能登半島地震で甚大な被害を受けた石川県輪島市では、諏訪中央病院(茅野市)が災害被災地への緊急支援、復興支援に取り組むNPO法人AMDA(アムダ、岡山市)の要請を受けて医療支援を続けている。同病院が第3陣を派遣したのに合わせ、長野日報社はアムダ側の了解を得て21日から派遣医師らの取材をするため、20日に輪島市に入った。

富山県高岡市から氷見市、石川県七尾市、穴水町を経て約6時間かけて輪島市に到着した。氷見市から屋根にブルーシートがかかった家がぽつりぽつりと見え始め、七尾市街地をすぎたあたりから倒壊した家屋が目立ち始めた。道路には数センチ幅の亀裂が走り、所々で陥没。ポールが立ち注意を呼び掛けるが、本格復旧の見通しは立っていない様子だった。穴水町から輪島市に入るころには倒壊した家屋が路上にまではみ出して通行を妨げている場所もいくつもあった。渋滞は断続的に発生していた。峠では土砂が崩れ、家屋を押しつぶしていた。

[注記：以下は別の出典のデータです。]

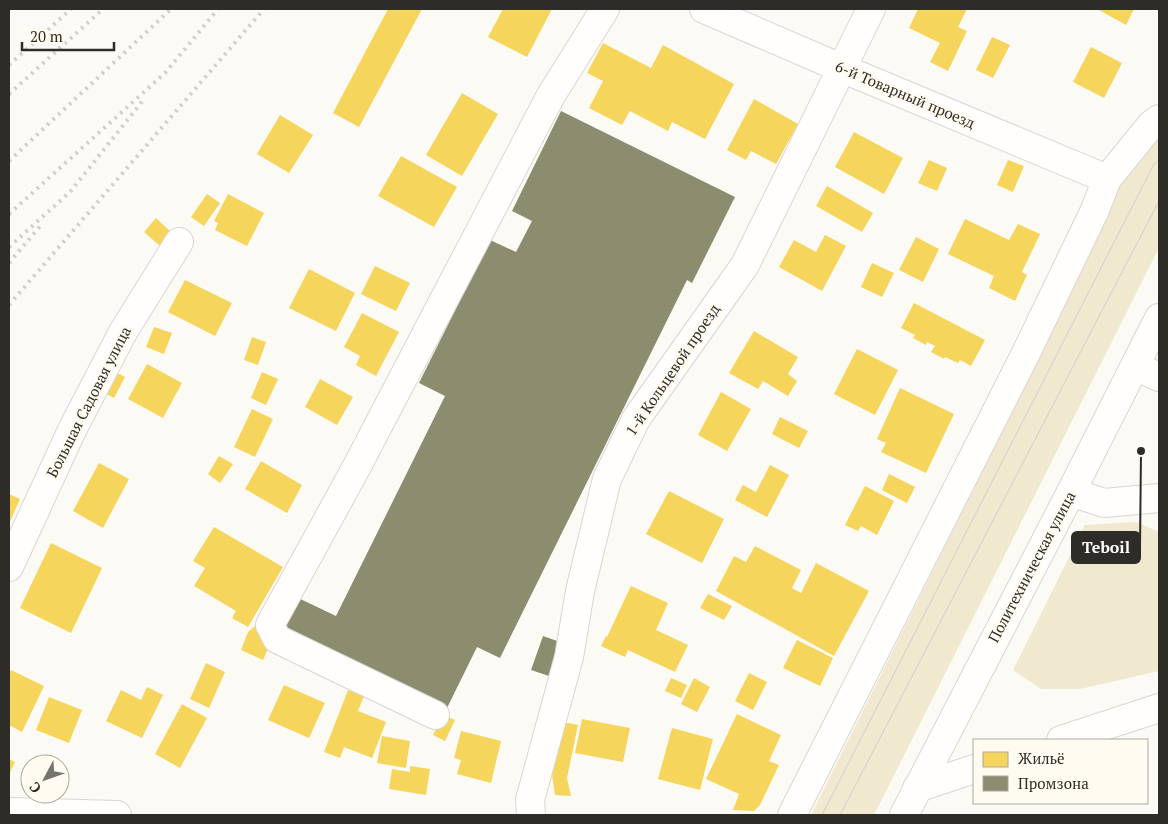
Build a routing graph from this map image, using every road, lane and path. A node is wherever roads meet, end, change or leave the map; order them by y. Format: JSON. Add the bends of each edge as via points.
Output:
{"nodes":[{"id":1,"x":605,"y":9,"type":"edge"},
{"id":2,"x":704,"y":9,"type":"edge"},
{"id":3,"x":871,"y":9,"type":"edge"},
{"id":4,"x":840,"y":68,"type":"junction"},
{"id":5,"x":1159,"y":119,"type":"edge"},
{"id":6,"x":1107,"y":179,"type":"junction"},
{"id":7,"x":179,"y":242,"type":"dead end"},
{"id":8,"x":1159,"y":318,"type":"edge"},
{"id":9,"x":1135,"y":366,"type":"junction"},
{"id":10,"x":1159,"y":377,"type":"edge"},
{"id":11,"x":1071,"y":492,"type":"junction"},
{"id":12,"x":1159,"y":498,"type":"edge"},
{"id":13,"x":9,"y":567,"type":"edge"},
{"id":14,"x":1159,"y":708,"type":"edge"},
{"id":15,"x":435,"y":714,"type":"dead end"},
{"id":16,"x":1064,"y":739,"type":"edge"},
{"id":17,"x":973,"y":769,"type":"edge"},
{"id":18,"x":917,"y":788,"type":"junction"},
{"id":19,"x":9,"y":812,"type":"edge"},
{"id":20,"x":53,"y":814,"type":"edge"},
{"id":21,"x":117,"y":815,"type":"edge"},
{"id":22,"x":531,"y":815,"type":"edge"},
{"id":23,"x":792,"y":815,"type":"edge"},
{"id":24,"x":904,"y":815,"type":"edge"}],
"edges":[{"from":1,"to":15,"type":"street","via":[[550,97],[270,625],[277,639]]},
{"from":2,"to":4,"type":"street","name":"6-й Товарный проезд"},
{"from":3,"to":4,"type":"street","name":"1-й Кольцевой проезд"},
{"from":4,"to":6,"type":"street","name":"6-й Товарный проезд"},
{"from":4,"to":22,"type":"street","name":"1-й Кольцевой проезд","via":[[745,265],[636,420],[607,479],[580,591],[569,657],[530,800]]},
{"from":5,"to":6,"type":"street"},
{"from":6,"to":23,"type":"street","via":[[1025,355]]},
{"from":7,"to":13,"type":"street","name":"Большая Садовая улица","via":[[123,332],[80,414]]},
{"from":8,"to":9,"type":"street","name":"Политехническая улица"},
{"from":9,"to":10,"type":"street"},
{"from":9,"to":11,"type":"street","name":"Политехническая улица"},
{"from":11,"to":12,"type":"street","via":[[1104,503]]},
{"from":11,"to":18,"type":"street","name":"Политехническая улица"},
{"from":14,"to":16,"type":"street"},
{"from":17,"to":18,"type":"street"},
{"from":18,"to":24,"type":"street","name":"Политехническая улица"},
{"from":19,"to":20,"type":"street"},
{"from":20,"to":21,"type":"street"}]}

輪島市中心部の「朝市通り」は9日から行われてきた集中捜索が19日でいったん終了した。20日はひっそりと静まり返っていた。規制線の外から静かに見守っている夫婦がいた。妻の小沼久美さん(70)=同県白山市=は輪島市河井町の朝市通りから歩いて数分のところに実家がある。たくさんの思い出が詰まった街の変わり果てた姿に「悲しくてショックで言葉にできない」と話した。地震と火災の後、2週間ほど声が出なくなった。少し気持ちが落ち着いた数日前になってようやく声が出るようになったという。母親(95)は現在、久美さんの自宅に避難している。毎日のように「輪島に帰りたい、輪島に帰りたい」と話しているという。

この日は地震後初めて実家に戻り、母親の衣服などを車に詰め込んで自宅に帰る途中だった。朝市から実家に帰る道すがら、押しつぶされ屋根しか残っていない家の前を通ると「ここは私のお友達の家だったの」とため息交じりに語った。実家に戻り、荷物を積み終わると、「ここは倒れかかっていて住むことはできないけど、それでも家は残っている。それだけでも救いです。輪島に戻ってくる動機になるから」と話していた。